A pleasure to read for anyone who enjoys cooking, but an especially good choice for anyone eager but inexperienced, someone needing only a bit of help to just get on with it: Nigel Slater's Appetite. Gets right to the heart of it, encouraging improvisation, constructing simple dishes around a few quality ingredients, and puts to rest the idea of cooking as joyless-following-of-recipes. Nigel's a fantastic writer. Disastrously boring on TV, he should never have been allowed to step away from the keyboard. This is his best work.
For meat-eaters: The River Cottage Meat Book by Hugh Fairly LongName, and Fergus Henderson's much-revered Nose-To-Tail Eating. Hugh's Meat Book is an engrossing read, from the philosophy of meat to the introductions to different animals and cuts to treatments of different cooking methods. I often forget it also includes some recipes, which are superfluous if you've absorbed the, ahem, meat of the book. Fergus's meat book is a much shorter book that is a delight even if you never cook anything from it. Although you should! I had the pleasure of eating at his restaurant in 2002 and the roast bone marrow starter is still an all-time dining highlight for me.

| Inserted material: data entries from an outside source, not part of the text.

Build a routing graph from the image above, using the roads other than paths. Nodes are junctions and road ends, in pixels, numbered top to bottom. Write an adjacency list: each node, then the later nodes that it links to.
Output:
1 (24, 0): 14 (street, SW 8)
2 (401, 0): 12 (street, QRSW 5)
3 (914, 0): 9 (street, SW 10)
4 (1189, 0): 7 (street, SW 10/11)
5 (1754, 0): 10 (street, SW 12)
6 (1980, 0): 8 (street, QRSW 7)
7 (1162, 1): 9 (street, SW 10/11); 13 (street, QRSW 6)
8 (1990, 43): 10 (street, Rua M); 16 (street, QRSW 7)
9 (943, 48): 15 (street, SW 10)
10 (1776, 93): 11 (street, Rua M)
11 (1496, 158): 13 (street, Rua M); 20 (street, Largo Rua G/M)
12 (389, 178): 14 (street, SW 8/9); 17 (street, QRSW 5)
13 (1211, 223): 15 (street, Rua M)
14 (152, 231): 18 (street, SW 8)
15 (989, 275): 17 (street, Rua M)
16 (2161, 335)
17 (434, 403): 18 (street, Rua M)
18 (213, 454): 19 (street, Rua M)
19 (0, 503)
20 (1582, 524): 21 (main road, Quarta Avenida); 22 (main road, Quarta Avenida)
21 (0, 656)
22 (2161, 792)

For reference: normally I don't like books of recipes, but The Joy of Cooking should be obligatory, at least in American kitchens. The recent revisions are mostly unfortunate, what with horribly misguided and ill-informed attempts to inject psuedo-healthiness into the enterprise. But no matter, still very handy to have at hand. Jacques Pepin's Complete Techniques by, unsurprisingly, Jacques Pepin, is a compiled reissue of two of his earliest books from the 70s, documenting basic methods and techniques. Despite the black & white photos, an excellent reference for anyone who cooks a lot, or wants to.
5 comments:
no Gordon Ramsay books to recommend? or don't you have any?
No, he's not a writer. I suspect his books are shit. I could be wrong.
Contrast vs. Charlie Trotter, whose first two cookbooks seem to end up on chefs' shelves all over.
We have found Mark Bittman's "How to Cook Everything" to be quite useful, in our kitchen.
How to Eat by Nigella Lawson is very good as well. But if I had to choose one, it would be The Joy of Cooking.